Portal Express Elbląg i jedyna lokalna telewizja Truso.TV przechodzą w ręce osób, które od dawna są z nimi związane. Aneta Kudlak, Łukasz Nosarzewski i Krzysztof Paluszyński nie tylko znają zespół, ale i od lat wpływają na to, jak wyglądają elbląskie media. Teraz przejmują stery i zapowiadają odważny rozwój.
Telewizja Truso.TV powstała 31 lat temu z inicjatywy Juliusza Marka, który stworzył pierwsze lokalne medium telewizyjne w Elblągu. W 2020 roku stery redakcji przejął jego syn, Piotr Marek, kontynuując misję ojca i rozwijając stację. Nowi właściciele podkreślają, że chcą pielęgnować ten dorobek i dbać o lokalny charakter telewizji.
Aneta Kudlak, dotychczasowa dyrektor zarządzająca, przez cztery lata reprezentowała firmę na lokalnym rynku.
– To dla mnie ogromna odpowiedzialność, ale i naturalny krok – mówi Aneta Kudlak. – Znamy te media od podszewki, wiemy, czego oczekują mieszkańcy.
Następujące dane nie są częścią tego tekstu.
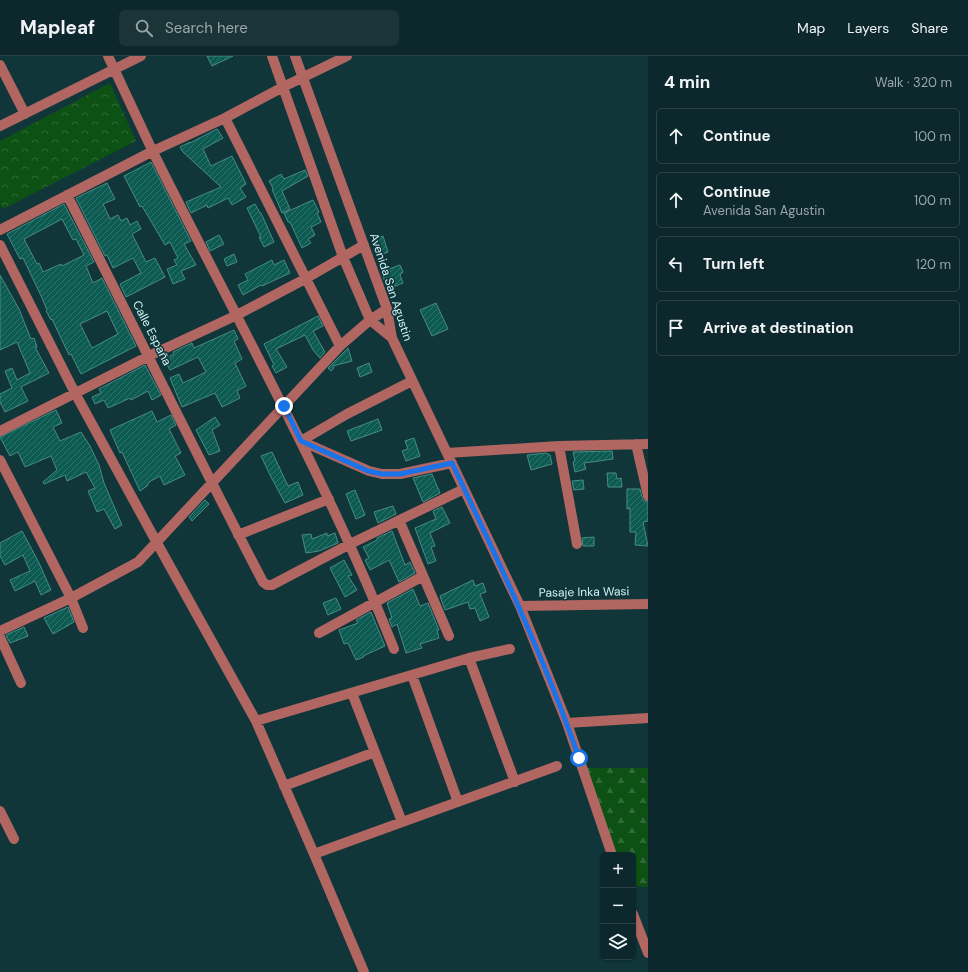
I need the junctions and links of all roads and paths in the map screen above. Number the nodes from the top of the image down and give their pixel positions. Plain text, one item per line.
1 (108, 56) edge
2 (141, 56) edge
3 (272, 56) edge
4 (295, 56) edge
5 (347, 56) edge
6 (0, 65) edge
7 (114, 69) junction
8 (303, 78) junction
9 (283, 87) junction
10 (25, 114) junction
11 (225, 118) junction
12 (0, 126) edge
13 (153, 151) junction
14 (68, 195) junction
15 (0, 230) edge
16 (0, 245) edge
17 (364, 245) junction
18 (343, 257) junction
19 (305, 279) junction
20 (387, 309) junction
21 (237, 315) junction
22 (370, 320) junction
23 (392, 338) junction
24 (340, 346) junction
25 (149, 356) junction
26 (412, 381) junction
27 (75, 393) junction
28 (284, 406) junction
29 (0, 431) edge
30 (301, 441) junction
31 (636, 444) junction
32 (648, 444) edge
33 (559, 446) junction
34 (447, 453) junction
35 (0, 460) edge
36 (452, 463) junction
37 (211, 483) junction
38 (464, 489) junction
39 (648, 496) edge
40 (329, 499) junction
41 (399, 520) junction
42 (238, 535) junction
43 (157, 543) junction
44 (350, 544) junction
45 (577, 544) dead end
46 (423, 576) junction
47 (71, 598) junction
48 (375, 602) junction
49 (648, 604) edge
50 (520, 606) junction
51 (83, 628) dead end
52 (0, 631) edge
53 (319, 633) dead end
54 (449, 636) dead end
55 (0, 637) edge
56 (394, 649) dead end
57 (510, 649) dead end
58 (469, 658) junction
59 (412, 675) junction
60 (21, 683) dead end
61 (352, 692) junction
62 (648, 718) edge
63 (256, 720) junction
64 (567, 722) junction
65 (375, 752) junction
66 (557, 766) dead end
67 (515, 782) junction
68 (284, 786) junction
69 (458, 802) junction
70 (0, 811) edge
71 (402, 822) junction
72 (14, 839) dead end
73 (611, 852) edge
74 (314, 854) junction
75 (636, 922) edge
76 (648, 953) edge
77 (364, 972) edge

1 - 7 street
2 - 7 street
3 - 9 street
4 - 8 street, Avenida San Agustin
5 - 8 street
6 - 10 street
7 - 10 street
7 - 13 street
8 - 9 street
8 - 17 street, Avenida San Agustin
9 - 11 street
9 - 18 street
10 - 12 street
11 - 13 street
11 - 19 street
13 - 14 street
13 - 21 street
14 - 15 street
14 - 25 street, Calle España
16 - 27 street
17 - 18 street
17 - 20 street, Avenida San Agustin
18 - 19 street
18 - 22 street
19 - 21 street
19 - 24 street
20 - 22 street
20 - 23 street, Avenida San Agustin
21 - 25 street
21 - 28 street
22 - 23 street
22 - 24 street
23 - 26 street, Avenida San Agustin
24 - 28 street
25 - 27 street
25 - 37 street, Calle España
26 - 30 street
26 - 34 street, Avenida San Agustin
27 - 29 street
27 - 43 street
28 - 30 street
28 - 37 street
30 - 36 street
30 - 40 street
31 - 32 street
31 - 33 street
31 - 39 street
33 - 34 street
33 - 45 street
34 - 36 street, Avenida San Agustin
35 - 47 street
36 - 38 street, Avenida San Agustin
37 - 42 street, Calle España
37 - 43 street
38 - 41 street, Calle España
38 - 50 street, Avenida San Agustin
40 - 42 street
40 - 44 street
41 - 44 street, Calle España
41 - 46 street
42 - 44 street, Calle España
43 - 47 street
43 - 63 street
44 - 48 street
46 - 48 street
46 - 54 street
47 - 51 street
47 - 52 street
48 - 53 street
48 - 56 street
49 - 50 street, Pasaje Inka Wasi
50 - 64 street, Avenida San Agustin
55 - 60 street
57 - 58 street
58 - 59 street
58 - 67 street
59 - 61 street
59 - 69 street
61 - 63 street
61 - 65 street
62 - 64 street
63 - 68 street
64 - 73 street, Avenida San Agustin
65 - 68 street
65 - 71 street
66 - 67 street
67 - 69 street
68 - 74 street
69 - 71 street
70 - 72 street
71 - 74 street
74 - 77 street
75 - 76 street

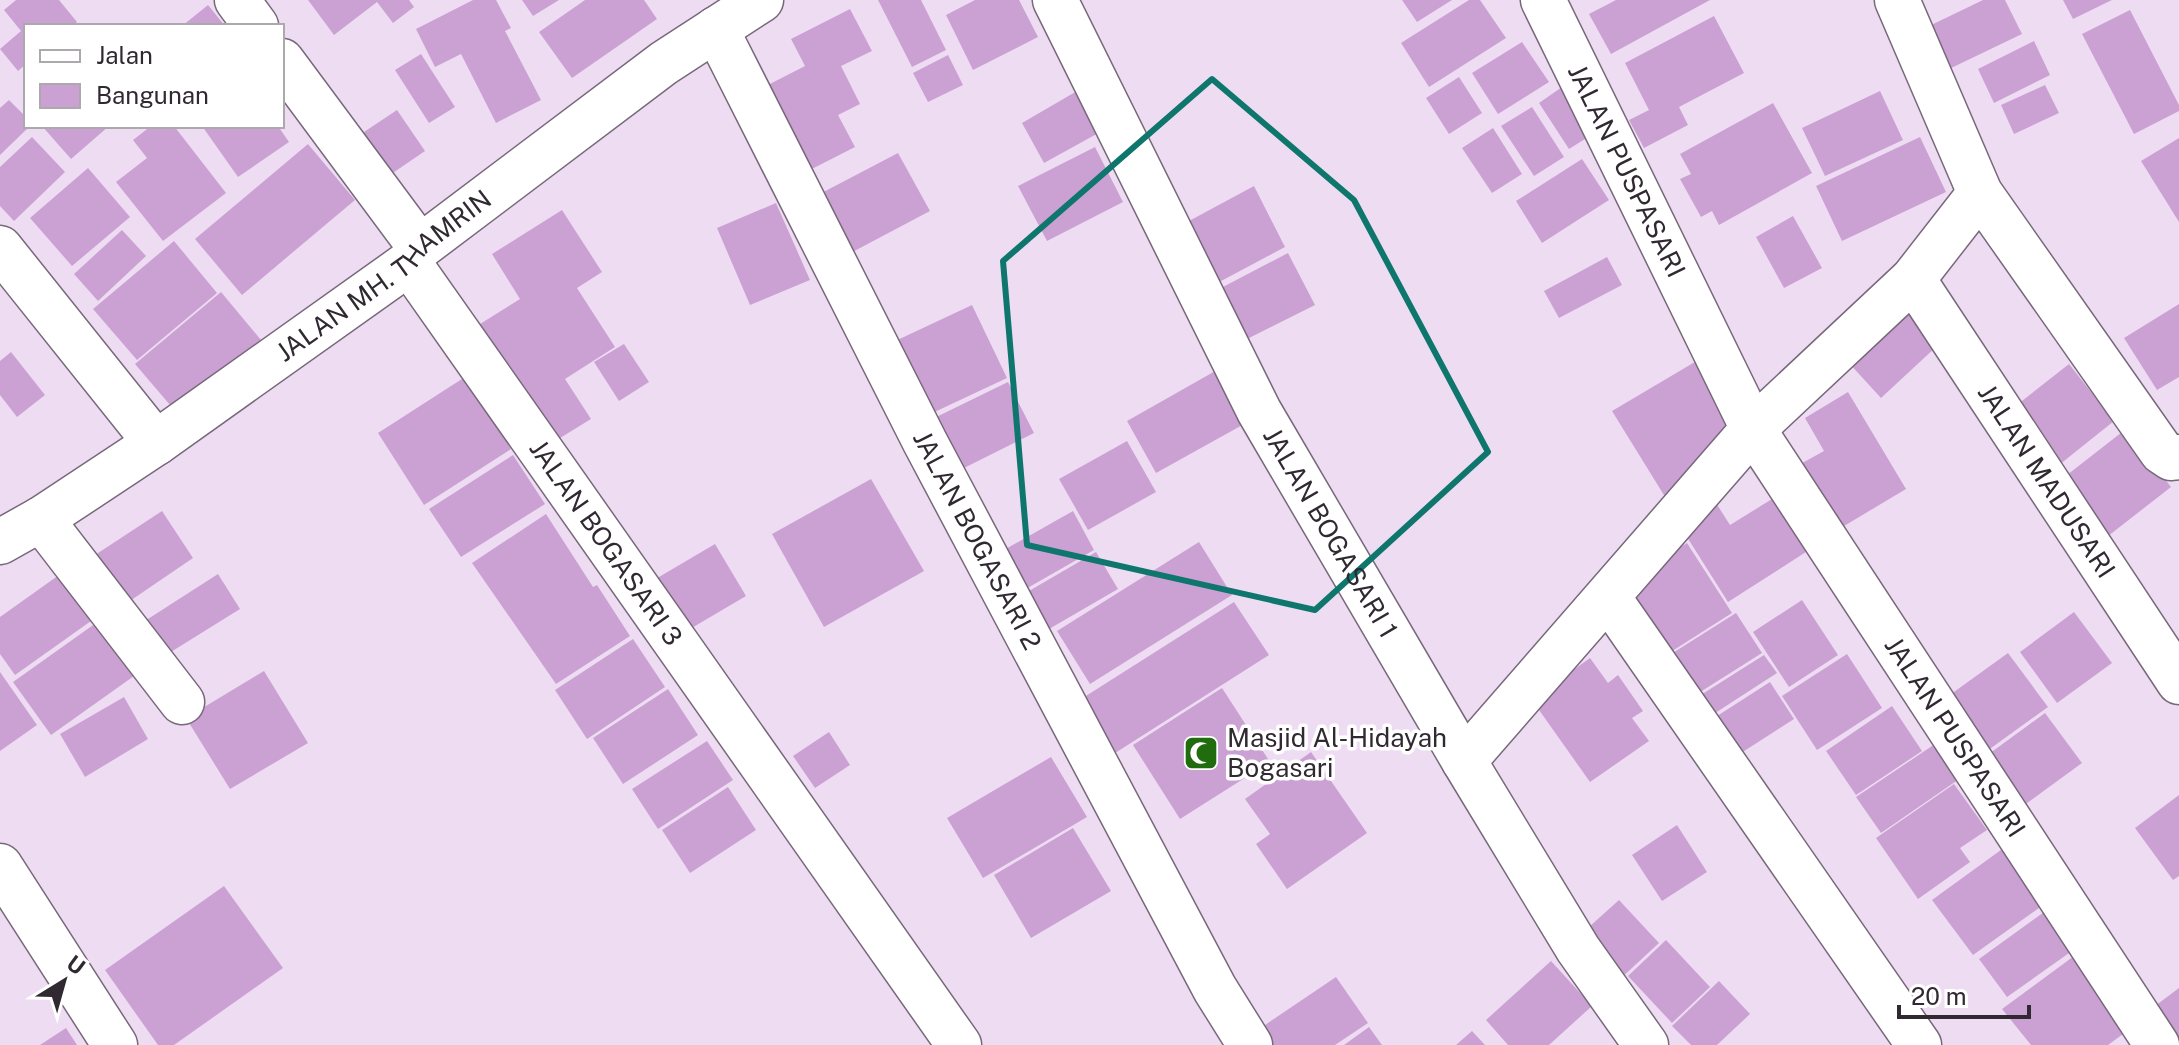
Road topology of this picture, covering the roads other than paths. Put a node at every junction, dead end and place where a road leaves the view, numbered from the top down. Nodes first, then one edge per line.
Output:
1 (237, 0) edge
2 (761, 0) edge
3 (1055, 0) edge
4 (1543, 0) edge
5 (1897, 0) edge
6 (255, 24) edge
7 (716, 29) junction
8 (284, 64) edge
9 (1980, 193) junction
10 (0, 248) edge
11 (414, 255) junction
12 (1913, 279) junction
13 (1753, 429) junction
14 (156, 443) junction
15 (2179, 457) edge
16 (41, 519) junction
17 (0, 542) edge
18 (1608, 597) junction
19 (2179, 682) edge
20 (182, 702) dead end
21 (1464, 761) junction
22 (0, 866) edge
23 (1912, 1035) edge
24 (115, 1045) edge
25 (959, 1045) edge
26 (1250, 1045) edge
27 (1646, 1045) edge
28 (2157, 1045) edge

1 - 6 street
2 - 7 street, JALAN MH. THAMRIN
3 - 21 street, JALAN BOGASARI 1
4 - 13 street, JALAN PUSPASARI
5 - 9 street
7 - 11 street, JALAN MH. THAMRIN
7 - 26 street, JALAN BOGASARI 2
8 - 11 street, JALAN BOGASARI 3
9 - 12 street
9 - 15 street
10 - 14 street
11 - 14 street, JALAN MH. THAMRIN
11 - 25 street, JALAN BOGASARI 3
12 - 13 street
12 - 19 street, JALAN MADUSARI
13 - 18 street
13 - 28 street, JALAN PUSPASARI
14 - 16 street, JALAN MH. THAMRIN
16 - 17 street, JALAN MH. THAMRIN
16 - 20 street
18 - 21 street
18 - 23 street
21 - 27 street, JALAN BOGASARI 1
22 - 24 street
Teraz możemy wprowadzić rozwiązania, które sprawią, że będziemy jeszcze bliżej elblążan i ich spraw.
Łukasz Nosarzewski, który przez dziewięć lat kierował redakcją Express Elbląg, odpowiadał za codzienny kształt publikowanych treści.
– Chcemy nadal pokazywać to, co dla mieszkańców najważniejsze – podkreśla Łukasz Nosarzewski. – Lokalne media mają moc budowania wspólnoty i poczucia dumy z miejsca, w którym żyjemy. Teraz mamy szansę rozwinąć redakcję i wejść na jeszcze wyższy poziom.
Krzysztof Paluszyński przez 12 lat tworzył produkcje wideo, reportaże i filmy, które oglądali widzowie Truso.TV i ExpressElbląg.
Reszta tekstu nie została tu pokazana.